→ EXERCISE REQUIREMENTS
Your output should be the lines of the data that follow, reproduced exactly from the first through the line bearing "thumb ip: (220, 192)".
[SOURCE DATA Boundary: Start]
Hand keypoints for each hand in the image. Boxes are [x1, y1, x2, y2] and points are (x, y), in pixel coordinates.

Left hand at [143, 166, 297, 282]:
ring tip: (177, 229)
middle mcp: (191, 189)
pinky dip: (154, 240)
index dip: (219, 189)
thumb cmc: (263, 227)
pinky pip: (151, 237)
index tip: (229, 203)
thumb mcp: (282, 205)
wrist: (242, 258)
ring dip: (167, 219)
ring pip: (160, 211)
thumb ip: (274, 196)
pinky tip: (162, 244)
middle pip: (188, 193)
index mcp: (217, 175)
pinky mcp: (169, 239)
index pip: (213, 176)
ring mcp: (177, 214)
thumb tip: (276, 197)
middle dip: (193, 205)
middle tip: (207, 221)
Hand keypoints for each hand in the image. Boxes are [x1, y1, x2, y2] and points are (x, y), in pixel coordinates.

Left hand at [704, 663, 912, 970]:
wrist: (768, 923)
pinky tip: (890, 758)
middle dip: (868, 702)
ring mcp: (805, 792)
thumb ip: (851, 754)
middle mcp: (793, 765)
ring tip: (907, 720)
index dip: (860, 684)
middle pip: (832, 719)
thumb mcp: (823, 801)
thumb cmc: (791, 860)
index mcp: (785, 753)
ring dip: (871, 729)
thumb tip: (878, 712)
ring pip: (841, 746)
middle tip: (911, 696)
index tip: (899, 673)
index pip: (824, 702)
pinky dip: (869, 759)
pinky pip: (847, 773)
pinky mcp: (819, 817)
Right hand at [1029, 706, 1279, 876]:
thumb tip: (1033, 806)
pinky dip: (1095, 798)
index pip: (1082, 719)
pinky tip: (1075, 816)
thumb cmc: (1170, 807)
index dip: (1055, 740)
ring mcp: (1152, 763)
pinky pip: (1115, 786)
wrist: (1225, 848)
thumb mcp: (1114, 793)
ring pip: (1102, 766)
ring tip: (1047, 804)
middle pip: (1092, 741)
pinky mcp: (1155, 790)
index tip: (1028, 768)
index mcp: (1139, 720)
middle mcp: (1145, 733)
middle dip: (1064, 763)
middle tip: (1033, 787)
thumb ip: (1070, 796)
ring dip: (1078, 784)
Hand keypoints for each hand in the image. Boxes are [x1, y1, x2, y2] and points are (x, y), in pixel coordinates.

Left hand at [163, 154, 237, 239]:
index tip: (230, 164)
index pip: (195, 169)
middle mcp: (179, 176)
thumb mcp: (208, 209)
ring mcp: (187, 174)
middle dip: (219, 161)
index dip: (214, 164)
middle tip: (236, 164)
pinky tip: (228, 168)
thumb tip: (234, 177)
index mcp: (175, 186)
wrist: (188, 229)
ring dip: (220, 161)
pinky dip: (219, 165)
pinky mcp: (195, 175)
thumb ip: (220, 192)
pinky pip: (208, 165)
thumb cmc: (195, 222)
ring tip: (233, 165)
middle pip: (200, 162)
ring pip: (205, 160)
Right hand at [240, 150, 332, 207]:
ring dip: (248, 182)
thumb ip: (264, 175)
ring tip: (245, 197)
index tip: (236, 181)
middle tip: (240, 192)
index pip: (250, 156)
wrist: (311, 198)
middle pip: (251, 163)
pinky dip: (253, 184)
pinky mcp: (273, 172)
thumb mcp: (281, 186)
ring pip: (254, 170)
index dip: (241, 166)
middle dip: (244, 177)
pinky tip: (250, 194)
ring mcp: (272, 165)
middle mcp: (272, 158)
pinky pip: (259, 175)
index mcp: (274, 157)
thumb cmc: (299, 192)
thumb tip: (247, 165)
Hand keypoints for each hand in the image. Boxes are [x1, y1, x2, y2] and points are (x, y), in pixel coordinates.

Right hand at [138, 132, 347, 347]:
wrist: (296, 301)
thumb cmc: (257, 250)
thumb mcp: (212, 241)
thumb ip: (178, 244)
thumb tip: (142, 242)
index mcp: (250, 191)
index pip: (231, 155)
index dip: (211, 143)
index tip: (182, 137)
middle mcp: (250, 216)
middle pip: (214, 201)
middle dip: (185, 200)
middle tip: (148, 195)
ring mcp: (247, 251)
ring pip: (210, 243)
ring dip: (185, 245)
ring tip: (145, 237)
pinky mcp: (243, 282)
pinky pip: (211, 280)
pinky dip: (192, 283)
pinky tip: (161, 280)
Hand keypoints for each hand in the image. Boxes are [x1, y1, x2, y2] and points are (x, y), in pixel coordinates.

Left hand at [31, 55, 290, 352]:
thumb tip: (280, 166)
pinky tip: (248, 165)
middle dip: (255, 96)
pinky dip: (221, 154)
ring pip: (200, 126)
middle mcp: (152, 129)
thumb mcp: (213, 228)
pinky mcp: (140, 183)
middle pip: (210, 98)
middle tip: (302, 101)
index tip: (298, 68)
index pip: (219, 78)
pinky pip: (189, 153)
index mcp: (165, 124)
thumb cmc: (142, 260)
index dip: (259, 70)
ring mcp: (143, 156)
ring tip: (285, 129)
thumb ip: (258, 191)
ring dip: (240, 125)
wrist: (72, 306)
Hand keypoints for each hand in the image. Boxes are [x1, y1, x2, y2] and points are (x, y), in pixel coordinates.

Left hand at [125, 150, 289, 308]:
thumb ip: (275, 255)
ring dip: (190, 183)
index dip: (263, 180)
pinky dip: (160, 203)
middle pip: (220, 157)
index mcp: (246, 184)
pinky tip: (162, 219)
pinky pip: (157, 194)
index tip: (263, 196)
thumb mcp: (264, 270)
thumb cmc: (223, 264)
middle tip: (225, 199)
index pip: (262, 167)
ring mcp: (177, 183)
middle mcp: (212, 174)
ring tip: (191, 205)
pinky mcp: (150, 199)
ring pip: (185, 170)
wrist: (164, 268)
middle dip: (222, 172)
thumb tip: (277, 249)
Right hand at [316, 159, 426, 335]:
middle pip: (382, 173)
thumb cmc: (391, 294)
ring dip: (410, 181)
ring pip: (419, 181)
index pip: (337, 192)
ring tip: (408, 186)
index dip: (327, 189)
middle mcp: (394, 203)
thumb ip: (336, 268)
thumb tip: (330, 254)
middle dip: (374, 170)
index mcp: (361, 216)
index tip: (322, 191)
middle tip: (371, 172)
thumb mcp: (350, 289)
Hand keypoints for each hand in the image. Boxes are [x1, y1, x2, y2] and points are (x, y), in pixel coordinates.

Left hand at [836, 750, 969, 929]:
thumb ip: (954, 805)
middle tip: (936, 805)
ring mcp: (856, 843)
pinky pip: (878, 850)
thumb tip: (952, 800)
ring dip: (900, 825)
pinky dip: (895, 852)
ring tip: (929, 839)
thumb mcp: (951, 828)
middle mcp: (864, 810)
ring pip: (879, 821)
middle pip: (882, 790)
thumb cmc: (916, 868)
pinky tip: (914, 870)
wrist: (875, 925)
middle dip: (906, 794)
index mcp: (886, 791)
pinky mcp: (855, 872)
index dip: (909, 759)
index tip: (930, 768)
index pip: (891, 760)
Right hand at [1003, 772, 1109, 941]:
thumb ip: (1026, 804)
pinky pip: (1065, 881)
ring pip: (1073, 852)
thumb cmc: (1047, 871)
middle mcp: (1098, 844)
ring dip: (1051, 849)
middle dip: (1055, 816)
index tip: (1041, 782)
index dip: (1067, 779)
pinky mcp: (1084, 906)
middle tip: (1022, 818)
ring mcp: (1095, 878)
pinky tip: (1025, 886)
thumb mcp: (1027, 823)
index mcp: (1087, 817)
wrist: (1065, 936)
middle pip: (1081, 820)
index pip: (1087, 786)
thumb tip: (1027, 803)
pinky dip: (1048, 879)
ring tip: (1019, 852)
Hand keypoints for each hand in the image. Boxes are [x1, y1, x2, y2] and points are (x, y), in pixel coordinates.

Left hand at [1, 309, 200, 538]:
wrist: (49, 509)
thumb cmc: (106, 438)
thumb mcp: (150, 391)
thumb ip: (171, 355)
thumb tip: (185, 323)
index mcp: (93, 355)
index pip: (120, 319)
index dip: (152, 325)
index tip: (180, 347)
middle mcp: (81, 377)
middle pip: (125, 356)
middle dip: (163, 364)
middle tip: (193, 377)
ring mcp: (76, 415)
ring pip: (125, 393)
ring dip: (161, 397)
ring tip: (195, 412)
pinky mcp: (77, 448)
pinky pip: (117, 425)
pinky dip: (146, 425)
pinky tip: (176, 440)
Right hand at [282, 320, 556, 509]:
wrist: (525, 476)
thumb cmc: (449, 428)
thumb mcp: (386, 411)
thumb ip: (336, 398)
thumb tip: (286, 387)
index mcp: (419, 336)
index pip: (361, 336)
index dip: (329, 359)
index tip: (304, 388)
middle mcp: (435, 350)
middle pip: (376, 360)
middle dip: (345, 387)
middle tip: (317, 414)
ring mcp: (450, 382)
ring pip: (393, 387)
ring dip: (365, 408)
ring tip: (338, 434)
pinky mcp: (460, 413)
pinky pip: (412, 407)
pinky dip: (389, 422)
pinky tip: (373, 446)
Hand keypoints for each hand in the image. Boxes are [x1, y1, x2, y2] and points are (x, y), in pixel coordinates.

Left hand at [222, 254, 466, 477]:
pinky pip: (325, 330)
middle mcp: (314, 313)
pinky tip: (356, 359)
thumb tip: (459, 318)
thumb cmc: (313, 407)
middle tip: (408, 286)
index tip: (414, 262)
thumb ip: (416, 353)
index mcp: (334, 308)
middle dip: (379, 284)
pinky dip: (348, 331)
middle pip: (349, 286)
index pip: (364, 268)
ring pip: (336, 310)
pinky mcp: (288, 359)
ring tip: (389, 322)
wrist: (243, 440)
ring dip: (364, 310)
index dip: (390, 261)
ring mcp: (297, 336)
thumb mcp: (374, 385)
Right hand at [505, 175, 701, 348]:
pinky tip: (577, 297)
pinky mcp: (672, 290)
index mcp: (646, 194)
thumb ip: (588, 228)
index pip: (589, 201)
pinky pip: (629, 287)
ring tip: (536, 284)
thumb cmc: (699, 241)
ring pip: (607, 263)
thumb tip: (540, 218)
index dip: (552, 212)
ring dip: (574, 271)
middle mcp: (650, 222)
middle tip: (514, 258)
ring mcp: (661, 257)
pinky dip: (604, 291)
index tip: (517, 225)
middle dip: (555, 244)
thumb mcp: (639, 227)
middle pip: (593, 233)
[SOURCE DATA Boundary: End]
→ SOLUTION FOR THIS EXERCISE
Hand keypoints for each hand in the image. Boxes are [x1, y1, x2, y2] and points are (x, y), in pixel coordinates.

Left hand at [143, 166, 297, 282]:
ring tip: (177, 229)
middle mcp: (191, 189)
pinky dip: (154, 240)
index dip: (219, 189)
thumb cmc: (263, 227)
pinky pip: (151, 237)
index tip: (229, 203)
thumb mcp: (282, 205)
wrist: (242, 258)
ring dip: (167, 219)
ring pip: (160, 211)
thumb ip: (274, 196)
pinky tip: (162, 244)
middle pip: (188, 193)
index mcp: (217, 175)
pinky mcp: (169, 239)
index pip: (213, 176)
ring mcp: (177, 214)
thumb tip: (276, 197)
middle dip: (193, 205)
middle tip: (207, 221)
Hand keypoints for each hand in the image. Boxes are [x1, y1, x2, y2] and points are (x, y), in pixel coordinates.

Left hand at [704, 663, 912, 970]:
wrist: (768, 923)
pinky tip: (890, 758)
middle dip: (868, 702)
ring mcp: (805, 792)
thumb ip: (851, 754)
middle mcp: (793, 765)
ring tip: (907, 720)
index dip: (860, 684)
middle pip: (832, 719)
thumb mcp: (823, 801)
thumb cmc: (791, 860)
index mcp: (785, 753)
ring dip: (871, 729)
thumb tip: (878, 712)
ring pip: (841, 746)
middle tip: (911, 696)
index tip: (899, 673)
index pip: (824, 702)
pinky dip: (869, 759)
pinky pip: (847, 773)
pinky mcp: (819, 817)
Right hand at [1029, 706, 1279, 876]:
thumb tip: (1033, 806)
pinky dip: (1095, 798)
index pip: (1082, 719)
pinky tip: (1075, 816)
thumb cmc: (1170, 807)
index dip: (1055, 740)
ring mcp: (1152, 763)
pinky pip: (1115, 786)
wrist: (1225, 848)
thumb mcp: (1114, 793)
ring pip: (1102, 766)
ring tip: (1047, 804)
middle pip: (1092, 741)
pinky mcp: (1155, 790)
index tip: (1028, 768)
index mcp: (1139, 720)
middle mcp: (1145, 733)
middle dip: (1064, 763)
middle tip: (1033, 787)
thumb ip: (1070, 796)
ring dip: (1078, 784)
Hand keypoints for each hand in the image. Boxes are [x1, y1, x2, y2] and points are (x, y), in pixel coordinates.

Left hand at [163, 154, 237, 239]:
index tip: (230, 164)
index pip: (195, 169)
middle mcp: (179, 176)
thumb mcp: (208, 209)
ring mcp: (187, 174)
middle dip: (219, 161)
index dip: (214, 164)
middle tip: (236, 164)
pinky tip: (228, 168)
thumb tip: (234, 177)
index mcp: (175, 186)
wrist: (188, 229)
ring dip: (220, 161)
pinky dip: (219, 165)
pinky mcp: (195, 175)
thumb ip: (220, 192)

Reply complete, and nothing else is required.